** Opening MATERIAL PROVIDED block **

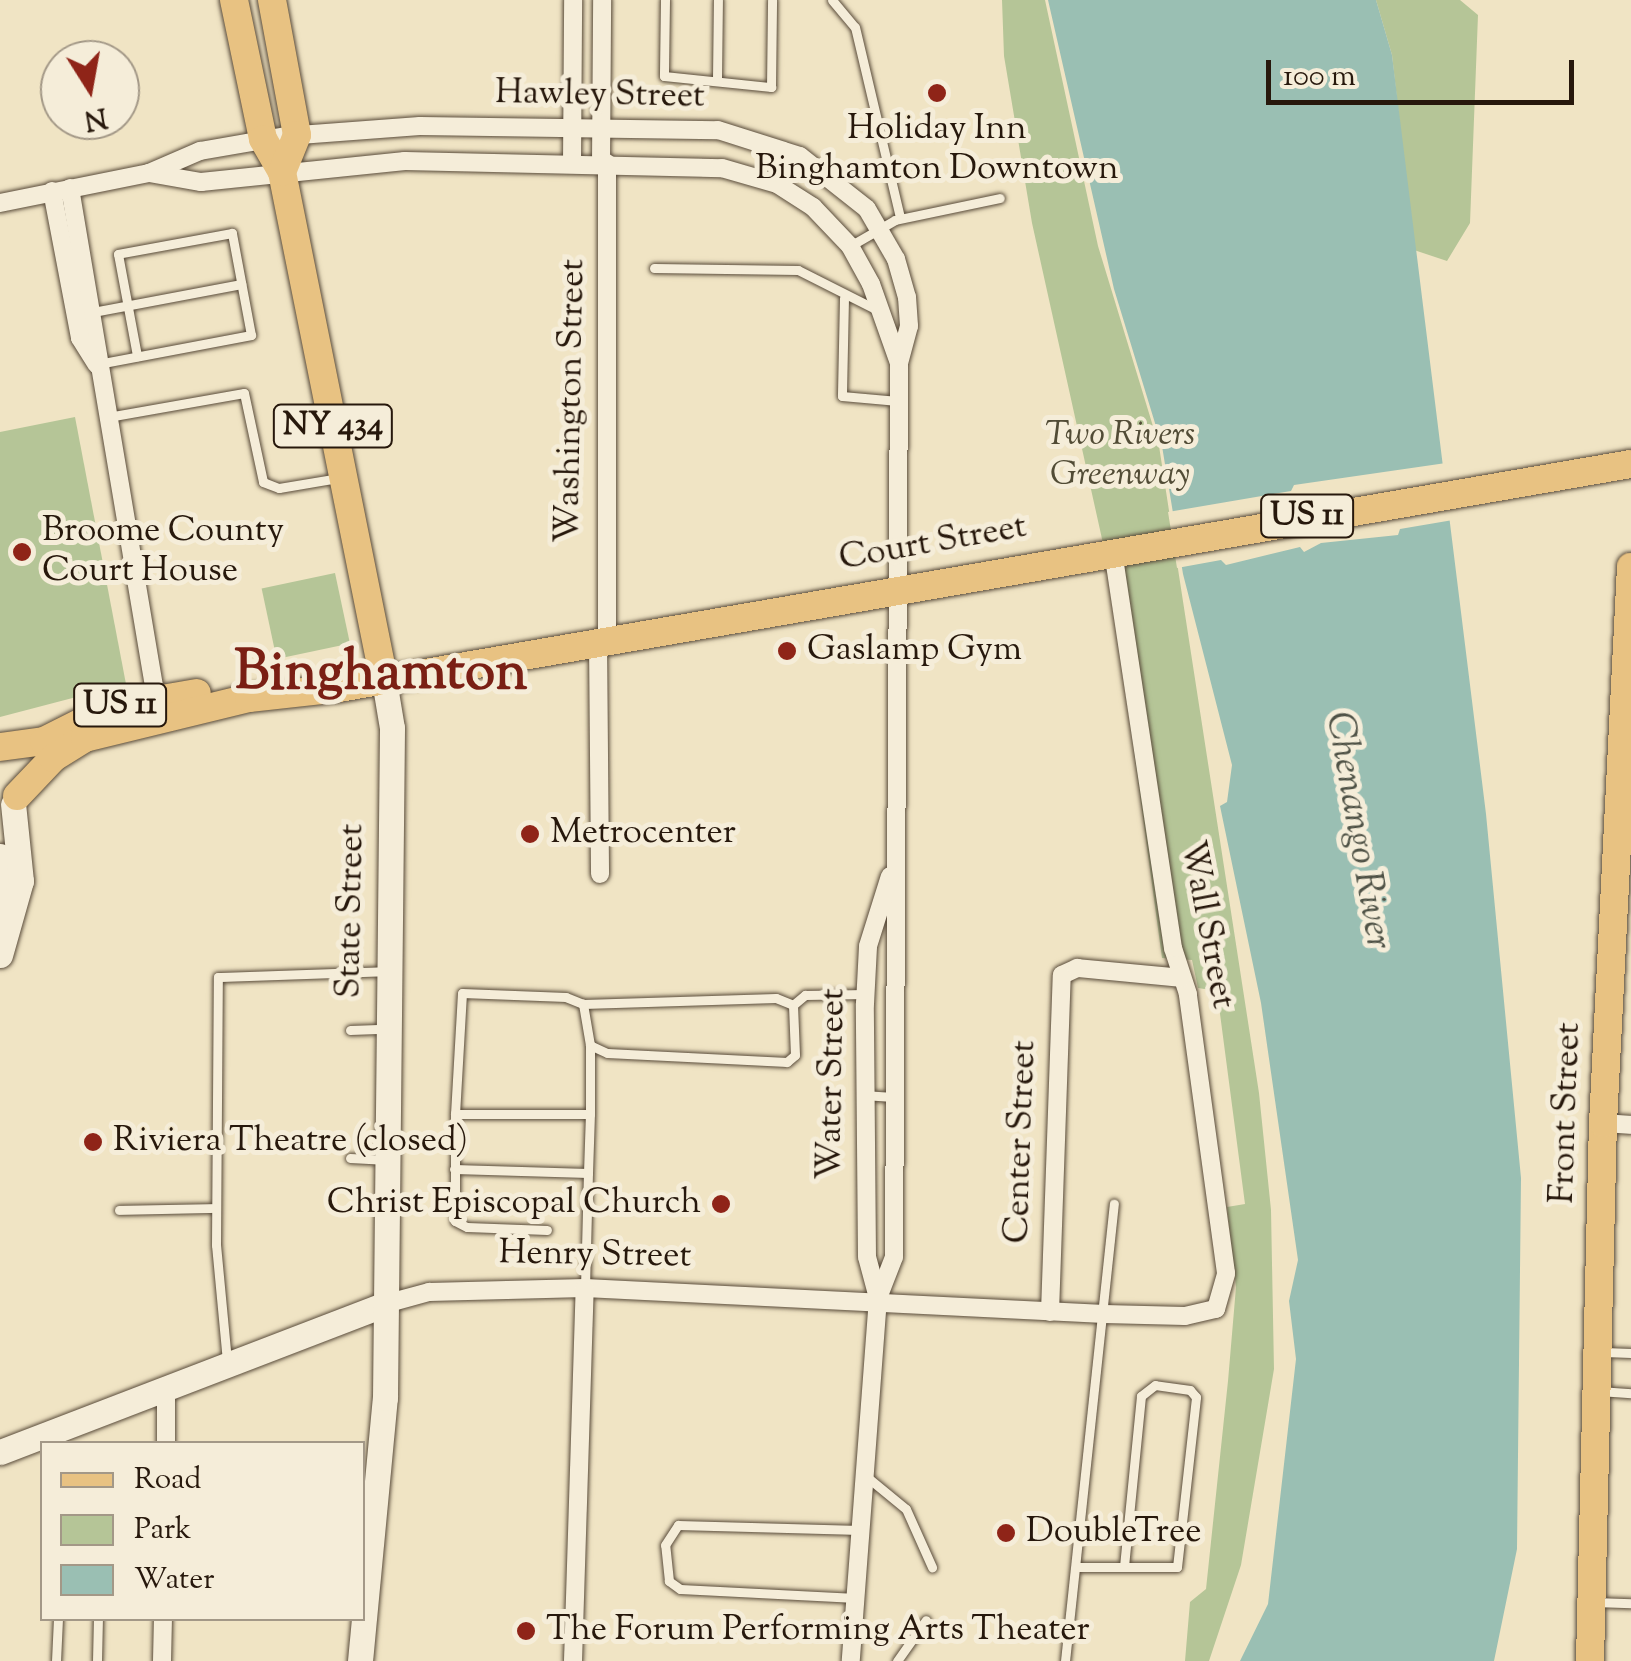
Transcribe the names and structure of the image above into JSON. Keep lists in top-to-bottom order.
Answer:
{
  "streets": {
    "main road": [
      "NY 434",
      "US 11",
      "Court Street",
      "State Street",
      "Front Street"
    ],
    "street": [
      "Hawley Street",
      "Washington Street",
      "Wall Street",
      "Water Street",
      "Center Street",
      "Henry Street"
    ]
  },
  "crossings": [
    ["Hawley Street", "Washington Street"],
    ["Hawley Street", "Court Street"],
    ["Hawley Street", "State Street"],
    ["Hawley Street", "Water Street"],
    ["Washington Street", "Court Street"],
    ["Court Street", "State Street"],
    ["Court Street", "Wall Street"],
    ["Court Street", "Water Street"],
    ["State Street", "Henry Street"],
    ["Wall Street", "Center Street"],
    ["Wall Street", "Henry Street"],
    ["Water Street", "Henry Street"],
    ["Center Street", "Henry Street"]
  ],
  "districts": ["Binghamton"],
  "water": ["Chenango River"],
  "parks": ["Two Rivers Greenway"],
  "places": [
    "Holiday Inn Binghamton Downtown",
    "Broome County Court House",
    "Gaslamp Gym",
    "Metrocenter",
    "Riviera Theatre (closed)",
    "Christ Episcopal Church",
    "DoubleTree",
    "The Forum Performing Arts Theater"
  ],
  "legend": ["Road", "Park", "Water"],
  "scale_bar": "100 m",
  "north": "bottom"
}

** Closing MATERIAL PROVIDED block **

WORK TO COMPLETE
Check each line of the data above for the word "Henry", then state how many lines have it. Give the number alone.

THE ANSWER
5